# no ID multifloral paph



## Denver (Feb 13, 2014)

I recently received this as a gift but it has no ID and the place it was purchased never has a clue what they have. Anyone have any ideas what it might be or what might be in it's background?
I'm not the best photographer, but I have a friend who is and might be by this weekend so I might be able to post some better pictures later this weekend.
Thanks in advance for any ideas/input.
For reference, the petals are about 4.5" long.


----------



## emydura (Feb 14, 2014)

I think it is a straight phillipinense and a nice one at that. Lucky you.

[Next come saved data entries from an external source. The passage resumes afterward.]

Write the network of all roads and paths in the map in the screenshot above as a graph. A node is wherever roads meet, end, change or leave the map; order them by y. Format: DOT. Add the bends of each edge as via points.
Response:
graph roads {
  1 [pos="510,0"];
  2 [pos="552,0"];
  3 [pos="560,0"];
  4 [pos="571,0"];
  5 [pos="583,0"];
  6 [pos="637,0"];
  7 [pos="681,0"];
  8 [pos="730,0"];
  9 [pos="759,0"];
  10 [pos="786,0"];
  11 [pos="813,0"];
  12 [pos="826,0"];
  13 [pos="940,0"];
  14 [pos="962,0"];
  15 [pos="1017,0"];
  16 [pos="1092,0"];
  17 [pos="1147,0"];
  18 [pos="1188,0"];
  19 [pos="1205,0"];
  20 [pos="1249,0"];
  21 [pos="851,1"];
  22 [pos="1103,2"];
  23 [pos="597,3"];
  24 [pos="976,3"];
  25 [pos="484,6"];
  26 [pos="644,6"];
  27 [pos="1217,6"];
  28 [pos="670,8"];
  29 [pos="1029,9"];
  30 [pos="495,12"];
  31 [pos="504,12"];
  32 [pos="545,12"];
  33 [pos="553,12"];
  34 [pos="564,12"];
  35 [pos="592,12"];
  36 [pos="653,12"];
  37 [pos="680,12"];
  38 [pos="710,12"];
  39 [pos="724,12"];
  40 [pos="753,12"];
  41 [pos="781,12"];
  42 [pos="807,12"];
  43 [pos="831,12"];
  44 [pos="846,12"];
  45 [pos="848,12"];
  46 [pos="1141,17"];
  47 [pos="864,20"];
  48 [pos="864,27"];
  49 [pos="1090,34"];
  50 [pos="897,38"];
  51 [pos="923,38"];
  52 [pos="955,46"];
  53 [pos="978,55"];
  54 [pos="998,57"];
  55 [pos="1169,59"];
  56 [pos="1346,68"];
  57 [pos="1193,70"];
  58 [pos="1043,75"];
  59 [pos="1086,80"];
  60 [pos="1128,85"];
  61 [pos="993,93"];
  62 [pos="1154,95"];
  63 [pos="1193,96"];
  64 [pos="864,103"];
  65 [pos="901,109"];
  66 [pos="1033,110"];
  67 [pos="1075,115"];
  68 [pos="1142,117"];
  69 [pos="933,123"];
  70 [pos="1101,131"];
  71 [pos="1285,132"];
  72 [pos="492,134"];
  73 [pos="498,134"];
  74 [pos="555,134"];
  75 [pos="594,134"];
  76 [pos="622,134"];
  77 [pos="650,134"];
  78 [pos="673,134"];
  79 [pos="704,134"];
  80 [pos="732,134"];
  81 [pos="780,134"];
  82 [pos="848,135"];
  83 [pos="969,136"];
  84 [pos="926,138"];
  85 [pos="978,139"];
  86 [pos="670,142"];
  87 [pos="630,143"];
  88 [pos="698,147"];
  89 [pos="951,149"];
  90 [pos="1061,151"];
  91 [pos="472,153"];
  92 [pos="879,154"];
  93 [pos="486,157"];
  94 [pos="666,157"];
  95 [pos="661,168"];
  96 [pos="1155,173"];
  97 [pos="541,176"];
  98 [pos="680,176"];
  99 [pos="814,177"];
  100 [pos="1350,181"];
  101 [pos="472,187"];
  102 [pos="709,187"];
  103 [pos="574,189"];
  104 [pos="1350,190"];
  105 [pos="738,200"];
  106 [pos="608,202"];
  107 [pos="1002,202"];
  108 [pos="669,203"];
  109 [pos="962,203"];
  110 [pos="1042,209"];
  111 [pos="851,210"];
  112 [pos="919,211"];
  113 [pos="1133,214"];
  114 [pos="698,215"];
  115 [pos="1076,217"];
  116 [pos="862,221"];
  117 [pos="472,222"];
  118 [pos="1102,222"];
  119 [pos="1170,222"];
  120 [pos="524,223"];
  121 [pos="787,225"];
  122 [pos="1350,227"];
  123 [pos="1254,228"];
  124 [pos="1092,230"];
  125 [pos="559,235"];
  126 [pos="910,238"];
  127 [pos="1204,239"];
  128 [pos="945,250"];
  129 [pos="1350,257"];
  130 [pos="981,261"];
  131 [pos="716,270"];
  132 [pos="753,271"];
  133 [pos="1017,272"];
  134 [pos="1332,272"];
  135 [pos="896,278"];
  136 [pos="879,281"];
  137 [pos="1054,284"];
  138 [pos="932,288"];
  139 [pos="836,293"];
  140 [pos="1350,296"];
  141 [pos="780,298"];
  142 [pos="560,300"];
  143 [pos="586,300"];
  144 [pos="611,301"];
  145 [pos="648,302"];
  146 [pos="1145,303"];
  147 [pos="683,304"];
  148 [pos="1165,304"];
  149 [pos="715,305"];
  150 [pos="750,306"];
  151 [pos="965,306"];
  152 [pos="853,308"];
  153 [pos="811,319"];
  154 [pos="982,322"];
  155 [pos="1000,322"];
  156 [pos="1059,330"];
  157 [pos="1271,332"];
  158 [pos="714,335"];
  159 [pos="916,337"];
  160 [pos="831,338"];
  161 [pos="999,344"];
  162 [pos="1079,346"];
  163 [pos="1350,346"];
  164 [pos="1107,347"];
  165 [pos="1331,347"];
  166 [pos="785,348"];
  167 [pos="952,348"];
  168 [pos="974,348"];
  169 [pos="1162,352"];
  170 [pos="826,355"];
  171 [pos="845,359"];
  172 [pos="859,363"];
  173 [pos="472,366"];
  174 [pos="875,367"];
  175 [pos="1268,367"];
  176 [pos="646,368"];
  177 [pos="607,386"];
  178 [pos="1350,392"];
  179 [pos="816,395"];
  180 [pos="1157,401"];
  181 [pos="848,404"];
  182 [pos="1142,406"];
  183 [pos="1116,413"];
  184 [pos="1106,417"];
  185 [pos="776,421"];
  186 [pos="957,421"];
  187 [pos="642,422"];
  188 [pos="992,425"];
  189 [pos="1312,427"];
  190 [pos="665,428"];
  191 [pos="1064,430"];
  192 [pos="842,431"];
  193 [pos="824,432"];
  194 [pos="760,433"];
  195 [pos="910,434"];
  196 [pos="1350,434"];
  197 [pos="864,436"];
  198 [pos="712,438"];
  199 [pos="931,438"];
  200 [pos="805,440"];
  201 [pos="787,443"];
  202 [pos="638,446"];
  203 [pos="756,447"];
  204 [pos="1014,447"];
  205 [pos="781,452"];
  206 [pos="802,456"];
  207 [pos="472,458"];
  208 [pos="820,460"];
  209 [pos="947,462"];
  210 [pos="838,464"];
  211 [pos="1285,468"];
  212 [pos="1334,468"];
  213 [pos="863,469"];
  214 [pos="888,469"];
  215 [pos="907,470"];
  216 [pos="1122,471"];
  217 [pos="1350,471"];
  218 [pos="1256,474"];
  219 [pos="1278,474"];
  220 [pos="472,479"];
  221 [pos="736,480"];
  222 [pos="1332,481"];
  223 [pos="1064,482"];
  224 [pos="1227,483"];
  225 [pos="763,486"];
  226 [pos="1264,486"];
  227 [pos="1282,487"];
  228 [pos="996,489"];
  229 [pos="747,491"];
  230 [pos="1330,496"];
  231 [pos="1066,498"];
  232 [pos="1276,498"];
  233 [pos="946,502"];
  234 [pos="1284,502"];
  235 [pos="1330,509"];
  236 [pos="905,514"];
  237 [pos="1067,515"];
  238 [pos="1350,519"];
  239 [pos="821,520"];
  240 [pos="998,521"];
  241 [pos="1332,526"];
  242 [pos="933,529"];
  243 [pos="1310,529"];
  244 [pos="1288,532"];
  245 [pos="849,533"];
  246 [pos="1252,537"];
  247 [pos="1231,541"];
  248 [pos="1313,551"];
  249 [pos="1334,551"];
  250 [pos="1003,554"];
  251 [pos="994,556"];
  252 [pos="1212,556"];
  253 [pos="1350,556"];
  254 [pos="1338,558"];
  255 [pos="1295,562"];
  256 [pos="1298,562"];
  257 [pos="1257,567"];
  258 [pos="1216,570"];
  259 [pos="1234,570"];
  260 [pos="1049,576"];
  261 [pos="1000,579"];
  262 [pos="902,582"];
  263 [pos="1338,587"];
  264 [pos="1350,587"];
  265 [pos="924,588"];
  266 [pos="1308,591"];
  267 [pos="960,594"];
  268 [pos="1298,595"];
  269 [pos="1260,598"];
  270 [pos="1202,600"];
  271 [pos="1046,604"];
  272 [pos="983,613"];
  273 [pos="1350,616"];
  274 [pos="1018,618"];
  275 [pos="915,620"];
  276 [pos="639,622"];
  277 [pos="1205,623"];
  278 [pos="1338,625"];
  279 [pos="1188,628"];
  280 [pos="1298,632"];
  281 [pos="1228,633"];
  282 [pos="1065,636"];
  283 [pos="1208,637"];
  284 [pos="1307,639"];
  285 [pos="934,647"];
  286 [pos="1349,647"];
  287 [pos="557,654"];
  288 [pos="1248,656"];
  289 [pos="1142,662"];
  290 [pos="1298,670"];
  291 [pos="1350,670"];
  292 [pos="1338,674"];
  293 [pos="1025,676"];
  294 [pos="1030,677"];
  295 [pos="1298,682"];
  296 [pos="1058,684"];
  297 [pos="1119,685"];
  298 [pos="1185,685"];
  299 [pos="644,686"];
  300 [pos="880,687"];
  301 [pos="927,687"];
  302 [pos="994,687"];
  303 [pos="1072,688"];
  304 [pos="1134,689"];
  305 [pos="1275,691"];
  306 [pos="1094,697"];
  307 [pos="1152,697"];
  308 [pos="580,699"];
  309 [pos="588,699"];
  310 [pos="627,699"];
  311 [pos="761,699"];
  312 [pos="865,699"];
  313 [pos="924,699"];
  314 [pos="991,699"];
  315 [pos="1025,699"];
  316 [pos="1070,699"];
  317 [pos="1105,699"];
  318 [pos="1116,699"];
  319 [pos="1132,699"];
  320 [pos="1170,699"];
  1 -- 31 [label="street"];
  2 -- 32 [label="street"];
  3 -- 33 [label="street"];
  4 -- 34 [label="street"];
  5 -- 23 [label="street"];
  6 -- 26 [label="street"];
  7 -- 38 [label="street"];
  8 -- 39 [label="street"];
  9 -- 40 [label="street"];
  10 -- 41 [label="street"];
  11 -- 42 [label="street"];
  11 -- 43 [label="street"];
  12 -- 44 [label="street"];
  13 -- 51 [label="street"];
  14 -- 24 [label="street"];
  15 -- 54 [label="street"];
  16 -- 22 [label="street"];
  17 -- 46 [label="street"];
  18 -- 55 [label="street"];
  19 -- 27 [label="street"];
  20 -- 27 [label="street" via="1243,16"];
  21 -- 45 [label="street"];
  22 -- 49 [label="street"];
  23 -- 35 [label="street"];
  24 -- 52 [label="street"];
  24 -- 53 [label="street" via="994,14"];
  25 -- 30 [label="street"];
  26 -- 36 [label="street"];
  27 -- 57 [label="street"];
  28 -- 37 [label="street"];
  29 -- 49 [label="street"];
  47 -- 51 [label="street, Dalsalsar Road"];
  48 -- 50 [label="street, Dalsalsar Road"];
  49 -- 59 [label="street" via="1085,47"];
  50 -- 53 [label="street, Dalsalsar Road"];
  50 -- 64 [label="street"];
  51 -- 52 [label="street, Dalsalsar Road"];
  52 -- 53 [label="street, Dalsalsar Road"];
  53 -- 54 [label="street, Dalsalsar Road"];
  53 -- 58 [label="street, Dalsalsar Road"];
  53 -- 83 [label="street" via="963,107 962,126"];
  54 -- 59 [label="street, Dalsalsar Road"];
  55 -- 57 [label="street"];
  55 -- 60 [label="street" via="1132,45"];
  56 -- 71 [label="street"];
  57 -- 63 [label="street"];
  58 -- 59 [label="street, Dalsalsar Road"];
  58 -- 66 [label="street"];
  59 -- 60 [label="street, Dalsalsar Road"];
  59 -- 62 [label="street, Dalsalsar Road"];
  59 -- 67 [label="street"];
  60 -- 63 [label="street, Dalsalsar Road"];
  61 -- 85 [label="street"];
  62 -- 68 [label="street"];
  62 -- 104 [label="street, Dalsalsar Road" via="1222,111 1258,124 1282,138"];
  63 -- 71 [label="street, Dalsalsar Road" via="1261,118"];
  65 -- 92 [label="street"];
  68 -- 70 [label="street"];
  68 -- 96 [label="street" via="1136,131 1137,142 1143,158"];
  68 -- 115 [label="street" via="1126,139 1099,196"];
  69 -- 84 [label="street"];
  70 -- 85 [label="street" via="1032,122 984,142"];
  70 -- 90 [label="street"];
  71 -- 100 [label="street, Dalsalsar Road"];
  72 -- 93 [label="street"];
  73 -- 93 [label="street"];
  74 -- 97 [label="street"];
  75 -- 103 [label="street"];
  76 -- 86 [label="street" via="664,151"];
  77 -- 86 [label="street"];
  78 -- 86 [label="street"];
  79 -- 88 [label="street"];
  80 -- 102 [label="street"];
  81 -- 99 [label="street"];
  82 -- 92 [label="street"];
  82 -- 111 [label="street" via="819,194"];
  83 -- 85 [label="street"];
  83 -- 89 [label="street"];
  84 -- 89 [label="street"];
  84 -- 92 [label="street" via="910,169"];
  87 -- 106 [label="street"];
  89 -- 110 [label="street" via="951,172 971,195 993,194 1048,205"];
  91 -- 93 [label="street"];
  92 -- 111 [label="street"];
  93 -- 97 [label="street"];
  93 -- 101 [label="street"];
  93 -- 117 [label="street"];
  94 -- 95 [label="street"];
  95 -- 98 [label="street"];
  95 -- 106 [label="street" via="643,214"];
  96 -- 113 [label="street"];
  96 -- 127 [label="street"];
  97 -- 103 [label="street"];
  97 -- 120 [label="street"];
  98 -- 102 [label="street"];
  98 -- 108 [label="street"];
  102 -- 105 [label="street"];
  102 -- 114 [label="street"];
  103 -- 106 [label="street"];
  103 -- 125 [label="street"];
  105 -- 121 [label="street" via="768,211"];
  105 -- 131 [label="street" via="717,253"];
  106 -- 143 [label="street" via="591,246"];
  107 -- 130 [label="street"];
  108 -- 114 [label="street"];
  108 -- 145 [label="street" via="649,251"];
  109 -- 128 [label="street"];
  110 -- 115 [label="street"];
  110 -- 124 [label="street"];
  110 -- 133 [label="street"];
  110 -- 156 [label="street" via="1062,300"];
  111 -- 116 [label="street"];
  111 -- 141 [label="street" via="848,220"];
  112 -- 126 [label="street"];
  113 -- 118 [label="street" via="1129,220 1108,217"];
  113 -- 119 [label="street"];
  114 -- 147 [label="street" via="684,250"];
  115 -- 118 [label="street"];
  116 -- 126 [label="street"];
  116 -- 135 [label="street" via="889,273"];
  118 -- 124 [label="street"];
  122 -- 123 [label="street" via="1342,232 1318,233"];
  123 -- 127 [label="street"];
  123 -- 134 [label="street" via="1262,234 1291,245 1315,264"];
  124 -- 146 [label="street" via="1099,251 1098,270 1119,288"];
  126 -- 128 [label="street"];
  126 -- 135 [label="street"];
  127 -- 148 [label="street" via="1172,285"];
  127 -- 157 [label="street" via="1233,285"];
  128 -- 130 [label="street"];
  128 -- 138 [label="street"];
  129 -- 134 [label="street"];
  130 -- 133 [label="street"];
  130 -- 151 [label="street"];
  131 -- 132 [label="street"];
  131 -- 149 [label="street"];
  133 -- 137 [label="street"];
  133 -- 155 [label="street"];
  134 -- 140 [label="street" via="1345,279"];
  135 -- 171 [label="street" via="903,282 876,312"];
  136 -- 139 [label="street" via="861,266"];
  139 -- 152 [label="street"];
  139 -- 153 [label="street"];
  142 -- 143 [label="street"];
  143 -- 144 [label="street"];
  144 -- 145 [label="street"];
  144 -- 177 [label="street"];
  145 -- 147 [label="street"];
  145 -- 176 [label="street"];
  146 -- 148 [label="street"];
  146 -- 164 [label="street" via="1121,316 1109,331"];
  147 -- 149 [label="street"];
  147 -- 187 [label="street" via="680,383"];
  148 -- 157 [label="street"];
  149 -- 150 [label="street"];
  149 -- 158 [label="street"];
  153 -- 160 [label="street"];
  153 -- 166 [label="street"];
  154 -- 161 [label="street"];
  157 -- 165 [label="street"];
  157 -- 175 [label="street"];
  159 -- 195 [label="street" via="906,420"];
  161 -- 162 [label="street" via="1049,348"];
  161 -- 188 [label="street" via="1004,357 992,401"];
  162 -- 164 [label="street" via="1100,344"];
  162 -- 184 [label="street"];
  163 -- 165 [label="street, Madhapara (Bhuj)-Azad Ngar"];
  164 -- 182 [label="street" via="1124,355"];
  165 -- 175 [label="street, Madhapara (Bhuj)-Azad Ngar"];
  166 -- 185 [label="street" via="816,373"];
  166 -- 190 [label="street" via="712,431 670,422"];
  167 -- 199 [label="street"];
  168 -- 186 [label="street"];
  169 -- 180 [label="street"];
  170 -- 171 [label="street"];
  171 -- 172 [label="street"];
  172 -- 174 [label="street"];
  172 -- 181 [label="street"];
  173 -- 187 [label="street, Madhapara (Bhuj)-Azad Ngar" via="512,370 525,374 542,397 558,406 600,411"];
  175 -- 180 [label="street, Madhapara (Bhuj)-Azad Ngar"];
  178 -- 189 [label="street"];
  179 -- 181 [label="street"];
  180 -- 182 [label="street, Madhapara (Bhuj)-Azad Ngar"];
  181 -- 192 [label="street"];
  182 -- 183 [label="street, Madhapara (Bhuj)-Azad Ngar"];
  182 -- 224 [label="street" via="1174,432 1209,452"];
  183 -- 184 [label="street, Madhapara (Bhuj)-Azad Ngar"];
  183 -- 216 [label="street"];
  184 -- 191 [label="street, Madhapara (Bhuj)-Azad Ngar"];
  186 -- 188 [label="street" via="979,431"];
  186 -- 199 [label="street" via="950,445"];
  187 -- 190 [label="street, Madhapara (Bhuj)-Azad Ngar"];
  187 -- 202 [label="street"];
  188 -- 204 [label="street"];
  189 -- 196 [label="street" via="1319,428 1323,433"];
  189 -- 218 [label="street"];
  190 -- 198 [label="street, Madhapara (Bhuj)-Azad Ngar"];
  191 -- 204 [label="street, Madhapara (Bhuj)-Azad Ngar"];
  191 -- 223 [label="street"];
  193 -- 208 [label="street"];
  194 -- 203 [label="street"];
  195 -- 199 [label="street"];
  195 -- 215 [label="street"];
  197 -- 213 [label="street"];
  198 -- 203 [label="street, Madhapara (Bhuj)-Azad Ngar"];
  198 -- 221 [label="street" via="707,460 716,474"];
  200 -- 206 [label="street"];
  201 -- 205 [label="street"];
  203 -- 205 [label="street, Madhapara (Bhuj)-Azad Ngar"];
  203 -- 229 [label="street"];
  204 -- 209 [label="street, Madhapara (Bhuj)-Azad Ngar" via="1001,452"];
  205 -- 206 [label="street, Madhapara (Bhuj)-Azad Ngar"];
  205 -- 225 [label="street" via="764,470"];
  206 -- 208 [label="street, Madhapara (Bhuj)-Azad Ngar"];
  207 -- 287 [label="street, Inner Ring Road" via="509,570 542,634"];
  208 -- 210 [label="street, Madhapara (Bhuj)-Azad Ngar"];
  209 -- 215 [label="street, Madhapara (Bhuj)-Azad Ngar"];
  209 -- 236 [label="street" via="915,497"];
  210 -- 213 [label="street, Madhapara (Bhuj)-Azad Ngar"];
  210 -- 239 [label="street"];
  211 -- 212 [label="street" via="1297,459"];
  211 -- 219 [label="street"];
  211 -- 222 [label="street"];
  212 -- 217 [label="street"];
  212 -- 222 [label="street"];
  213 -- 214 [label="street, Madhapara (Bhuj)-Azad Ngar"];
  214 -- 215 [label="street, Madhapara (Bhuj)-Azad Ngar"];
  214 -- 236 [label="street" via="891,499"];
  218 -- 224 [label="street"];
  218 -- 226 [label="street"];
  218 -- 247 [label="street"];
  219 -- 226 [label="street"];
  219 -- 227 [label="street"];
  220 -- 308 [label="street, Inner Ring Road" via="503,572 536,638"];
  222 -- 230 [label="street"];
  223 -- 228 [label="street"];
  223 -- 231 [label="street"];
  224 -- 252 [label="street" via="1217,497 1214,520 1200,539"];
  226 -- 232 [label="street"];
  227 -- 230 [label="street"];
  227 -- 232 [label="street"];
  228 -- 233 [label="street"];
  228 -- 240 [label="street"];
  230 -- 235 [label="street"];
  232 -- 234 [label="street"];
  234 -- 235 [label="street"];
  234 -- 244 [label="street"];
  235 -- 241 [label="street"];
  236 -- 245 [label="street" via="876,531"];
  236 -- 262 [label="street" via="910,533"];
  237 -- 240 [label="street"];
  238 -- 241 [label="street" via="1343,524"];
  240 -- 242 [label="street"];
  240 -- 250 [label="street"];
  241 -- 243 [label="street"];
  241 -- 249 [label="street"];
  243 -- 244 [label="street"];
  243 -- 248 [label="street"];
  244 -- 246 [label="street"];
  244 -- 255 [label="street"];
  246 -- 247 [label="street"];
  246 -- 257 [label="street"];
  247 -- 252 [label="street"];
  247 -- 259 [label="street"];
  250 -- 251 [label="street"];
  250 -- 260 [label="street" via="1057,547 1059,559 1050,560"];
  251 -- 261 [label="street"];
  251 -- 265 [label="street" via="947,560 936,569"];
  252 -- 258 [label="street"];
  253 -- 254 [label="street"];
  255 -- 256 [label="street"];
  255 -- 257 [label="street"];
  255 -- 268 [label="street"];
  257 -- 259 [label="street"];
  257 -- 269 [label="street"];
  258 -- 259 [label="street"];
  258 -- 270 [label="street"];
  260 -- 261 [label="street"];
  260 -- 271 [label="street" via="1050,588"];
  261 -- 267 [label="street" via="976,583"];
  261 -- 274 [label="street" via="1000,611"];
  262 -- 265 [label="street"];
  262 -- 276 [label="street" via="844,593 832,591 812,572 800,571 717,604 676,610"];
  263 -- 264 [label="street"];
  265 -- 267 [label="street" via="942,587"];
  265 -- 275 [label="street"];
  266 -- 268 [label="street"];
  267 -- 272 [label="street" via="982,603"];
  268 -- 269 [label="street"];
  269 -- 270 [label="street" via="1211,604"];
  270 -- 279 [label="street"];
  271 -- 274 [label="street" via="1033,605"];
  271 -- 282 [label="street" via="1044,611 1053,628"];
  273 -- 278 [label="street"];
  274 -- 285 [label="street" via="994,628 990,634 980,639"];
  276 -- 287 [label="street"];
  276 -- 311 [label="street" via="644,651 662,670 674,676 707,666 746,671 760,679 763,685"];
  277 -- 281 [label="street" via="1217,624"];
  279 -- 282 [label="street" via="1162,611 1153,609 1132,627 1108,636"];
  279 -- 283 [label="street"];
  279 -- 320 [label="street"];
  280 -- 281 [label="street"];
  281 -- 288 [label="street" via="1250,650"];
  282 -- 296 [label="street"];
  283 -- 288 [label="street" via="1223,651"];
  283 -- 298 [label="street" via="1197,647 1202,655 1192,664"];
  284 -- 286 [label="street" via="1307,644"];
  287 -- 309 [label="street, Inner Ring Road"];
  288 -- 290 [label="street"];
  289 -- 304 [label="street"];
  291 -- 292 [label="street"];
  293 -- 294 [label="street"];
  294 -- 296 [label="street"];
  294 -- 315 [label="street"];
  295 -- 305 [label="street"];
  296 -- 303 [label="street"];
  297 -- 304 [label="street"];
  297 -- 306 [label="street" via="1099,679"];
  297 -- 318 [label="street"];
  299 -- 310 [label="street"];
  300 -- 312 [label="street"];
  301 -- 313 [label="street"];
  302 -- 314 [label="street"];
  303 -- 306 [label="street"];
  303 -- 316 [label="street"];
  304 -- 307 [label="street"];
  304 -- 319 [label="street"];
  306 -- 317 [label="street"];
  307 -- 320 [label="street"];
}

The petals don't twist much in that clone.


----------



## orcoholic (Feb 14, 2014)

Agree


----------



## Justin (Feb 14, 2014)

Paph. philippinense


----------



## SlipperFan (Feb 14, 2014)

That was my first thought, also.


----------



## Trithor (Feb 16, 2014)

My only reservation that it is straight phili is the pouch. It certainly has a lot of phili in it if not straight phili.


----------



## polyantha (Feb 18, 2014)

It is a philippinense. I have seen some philis in the past with some red on the pouch and a little bit green at the base of the petals. It is a very special plant you have since it or its parents are from a special colony (I don't know the exact location tough. Perhaps someone knows..) We don't see that very often.


----------



## Denver (Feb 18, 2014)

thanks for everyone's input. Seems like I received a very nice gift indeed!


----------